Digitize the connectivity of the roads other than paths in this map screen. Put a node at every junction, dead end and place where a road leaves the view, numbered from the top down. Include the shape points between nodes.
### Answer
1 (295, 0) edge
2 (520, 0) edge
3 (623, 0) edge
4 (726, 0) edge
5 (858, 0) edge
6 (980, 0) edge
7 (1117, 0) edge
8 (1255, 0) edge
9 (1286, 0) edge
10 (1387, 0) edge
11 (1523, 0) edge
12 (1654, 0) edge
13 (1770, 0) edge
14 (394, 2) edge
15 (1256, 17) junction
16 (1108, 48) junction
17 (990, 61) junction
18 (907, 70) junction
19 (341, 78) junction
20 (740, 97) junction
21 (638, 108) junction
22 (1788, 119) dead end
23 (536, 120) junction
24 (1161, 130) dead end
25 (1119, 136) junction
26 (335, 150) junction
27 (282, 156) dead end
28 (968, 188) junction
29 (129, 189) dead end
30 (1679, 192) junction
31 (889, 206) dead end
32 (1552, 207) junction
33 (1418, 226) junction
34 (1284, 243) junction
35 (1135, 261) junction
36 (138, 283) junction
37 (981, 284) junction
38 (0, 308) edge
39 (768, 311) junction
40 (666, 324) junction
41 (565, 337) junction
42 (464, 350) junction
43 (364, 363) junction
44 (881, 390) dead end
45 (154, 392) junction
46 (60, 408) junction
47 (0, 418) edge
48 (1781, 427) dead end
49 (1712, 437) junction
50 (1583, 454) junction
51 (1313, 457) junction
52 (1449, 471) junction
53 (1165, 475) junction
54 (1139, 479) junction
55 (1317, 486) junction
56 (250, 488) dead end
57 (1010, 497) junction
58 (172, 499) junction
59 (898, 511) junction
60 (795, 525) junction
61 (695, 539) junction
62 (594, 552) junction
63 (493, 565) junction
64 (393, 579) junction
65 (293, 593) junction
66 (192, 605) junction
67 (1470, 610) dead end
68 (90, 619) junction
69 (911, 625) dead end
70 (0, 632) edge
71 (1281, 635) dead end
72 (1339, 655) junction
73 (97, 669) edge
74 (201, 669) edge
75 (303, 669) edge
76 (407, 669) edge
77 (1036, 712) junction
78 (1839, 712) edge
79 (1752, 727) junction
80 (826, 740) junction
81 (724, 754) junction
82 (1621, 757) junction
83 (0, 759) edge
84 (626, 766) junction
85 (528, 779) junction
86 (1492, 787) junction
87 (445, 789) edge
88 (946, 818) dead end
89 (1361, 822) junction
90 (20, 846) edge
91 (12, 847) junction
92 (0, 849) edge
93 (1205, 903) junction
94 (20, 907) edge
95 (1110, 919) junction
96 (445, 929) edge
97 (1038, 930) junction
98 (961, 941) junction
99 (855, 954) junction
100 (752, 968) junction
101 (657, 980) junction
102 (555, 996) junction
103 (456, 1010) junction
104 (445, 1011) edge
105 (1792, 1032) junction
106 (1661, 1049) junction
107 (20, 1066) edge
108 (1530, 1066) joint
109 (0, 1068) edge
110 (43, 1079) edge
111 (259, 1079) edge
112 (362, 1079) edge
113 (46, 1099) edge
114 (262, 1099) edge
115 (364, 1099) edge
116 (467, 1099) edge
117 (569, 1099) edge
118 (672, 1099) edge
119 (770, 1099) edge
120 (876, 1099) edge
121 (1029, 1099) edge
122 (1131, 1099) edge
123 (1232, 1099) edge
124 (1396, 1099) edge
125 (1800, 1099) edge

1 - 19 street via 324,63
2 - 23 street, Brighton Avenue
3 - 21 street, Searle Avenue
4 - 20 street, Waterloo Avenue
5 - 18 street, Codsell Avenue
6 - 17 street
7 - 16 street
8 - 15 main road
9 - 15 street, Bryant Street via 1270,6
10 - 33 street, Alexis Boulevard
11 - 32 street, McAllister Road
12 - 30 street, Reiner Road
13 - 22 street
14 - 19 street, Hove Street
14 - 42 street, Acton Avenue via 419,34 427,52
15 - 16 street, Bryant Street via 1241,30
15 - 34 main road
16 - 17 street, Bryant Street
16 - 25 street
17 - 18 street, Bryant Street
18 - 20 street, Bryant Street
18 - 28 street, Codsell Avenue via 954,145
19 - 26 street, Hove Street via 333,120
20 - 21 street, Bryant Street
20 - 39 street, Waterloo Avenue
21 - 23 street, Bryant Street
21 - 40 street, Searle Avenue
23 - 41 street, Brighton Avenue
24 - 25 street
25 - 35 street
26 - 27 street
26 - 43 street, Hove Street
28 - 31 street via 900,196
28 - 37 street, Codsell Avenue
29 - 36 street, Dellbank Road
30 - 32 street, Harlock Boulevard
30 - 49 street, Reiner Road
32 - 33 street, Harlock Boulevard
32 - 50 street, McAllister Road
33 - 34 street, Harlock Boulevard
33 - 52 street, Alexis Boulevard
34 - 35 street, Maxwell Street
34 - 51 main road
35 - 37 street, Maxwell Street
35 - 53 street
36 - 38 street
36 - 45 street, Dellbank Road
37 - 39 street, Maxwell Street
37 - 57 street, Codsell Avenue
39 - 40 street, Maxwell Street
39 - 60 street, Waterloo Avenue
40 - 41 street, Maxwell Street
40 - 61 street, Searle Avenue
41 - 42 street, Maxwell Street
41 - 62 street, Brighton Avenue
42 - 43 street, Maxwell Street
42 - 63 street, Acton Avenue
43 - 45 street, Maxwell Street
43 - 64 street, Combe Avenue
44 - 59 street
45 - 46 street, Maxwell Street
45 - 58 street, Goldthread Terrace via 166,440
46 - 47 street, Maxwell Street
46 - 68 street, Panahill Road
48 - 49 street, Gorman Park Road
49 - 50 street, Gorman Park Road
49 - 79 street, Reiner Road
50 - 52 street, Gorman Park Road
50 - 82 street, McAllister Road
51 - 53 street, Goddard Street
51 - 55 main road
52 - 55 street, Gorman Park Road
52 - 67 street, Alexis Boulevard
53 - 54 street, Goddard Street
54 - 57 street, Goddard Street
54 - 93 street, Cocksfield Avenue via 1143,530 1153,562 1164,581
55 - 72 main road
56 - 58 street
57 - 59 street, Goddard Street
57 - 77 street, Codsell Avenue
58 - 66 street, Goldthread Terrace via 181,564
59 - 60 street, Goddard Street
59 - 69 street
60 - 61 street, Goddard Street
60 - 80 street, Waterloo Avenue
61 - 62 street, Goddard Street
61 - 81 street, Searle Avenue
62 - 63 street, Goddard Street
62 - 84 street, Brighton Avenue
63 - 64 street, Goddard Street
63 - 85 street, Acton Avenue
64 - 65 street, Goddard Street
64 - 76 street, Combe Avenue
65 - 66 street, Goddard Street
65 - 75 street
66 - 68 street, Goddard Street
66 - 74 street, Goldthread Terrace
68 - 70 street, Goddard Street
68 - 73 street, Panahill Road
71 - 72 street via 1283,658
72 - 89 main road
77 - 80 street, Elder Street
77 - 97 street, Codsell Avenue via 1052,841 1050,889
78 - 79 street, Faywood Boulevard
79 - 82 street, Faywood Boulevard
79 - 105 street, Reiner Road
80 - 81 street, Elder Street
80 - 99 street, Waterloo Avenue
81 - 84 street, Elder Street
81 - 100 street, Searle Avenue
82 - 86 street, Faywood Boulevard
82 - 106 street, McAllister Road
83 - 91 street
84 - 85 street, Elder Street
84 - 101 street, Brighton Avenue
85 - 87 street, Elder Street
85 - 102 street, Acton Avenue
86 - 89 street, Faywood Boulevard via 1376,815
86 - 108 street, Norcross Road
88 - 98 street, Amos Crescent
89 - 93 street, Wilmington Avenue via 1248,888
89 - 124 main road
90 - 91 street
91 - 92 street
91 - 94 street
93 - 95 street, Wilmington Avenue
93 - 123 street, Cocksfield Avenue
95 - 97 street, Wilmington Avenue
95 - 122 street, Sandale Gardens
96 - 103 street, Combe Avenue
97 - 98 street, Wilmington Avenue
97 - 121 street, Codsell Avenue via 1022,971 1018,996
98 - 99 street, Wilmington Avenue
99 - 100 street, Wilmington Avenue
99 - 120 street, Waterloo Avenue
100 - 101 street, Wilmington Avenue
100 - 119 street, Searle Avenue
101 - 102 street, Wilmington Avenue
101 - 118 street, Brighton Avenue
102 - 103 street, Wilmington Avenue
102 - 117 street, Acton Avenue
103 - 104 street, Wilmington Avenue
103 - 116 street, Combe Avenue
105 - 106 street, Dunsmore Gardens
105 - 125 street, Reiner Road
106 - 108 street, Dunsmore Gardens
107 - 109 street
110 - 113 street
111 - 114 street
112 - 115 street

→ Your task
Nothing but the lines holding the word "Bryant" should be returned from the listing above.

→ Answer to the exercise
9 - 15 street, Bryant Street via 1270,6
15 - 16 street, Bryant Street via 1241,30
16 - 17 street, Bryant Street
17 - 18 street, Bryant Street
18 - 20 street, Bryant Street
20 - 21 street, Bryant Street
21 - 23 street, Bryant Street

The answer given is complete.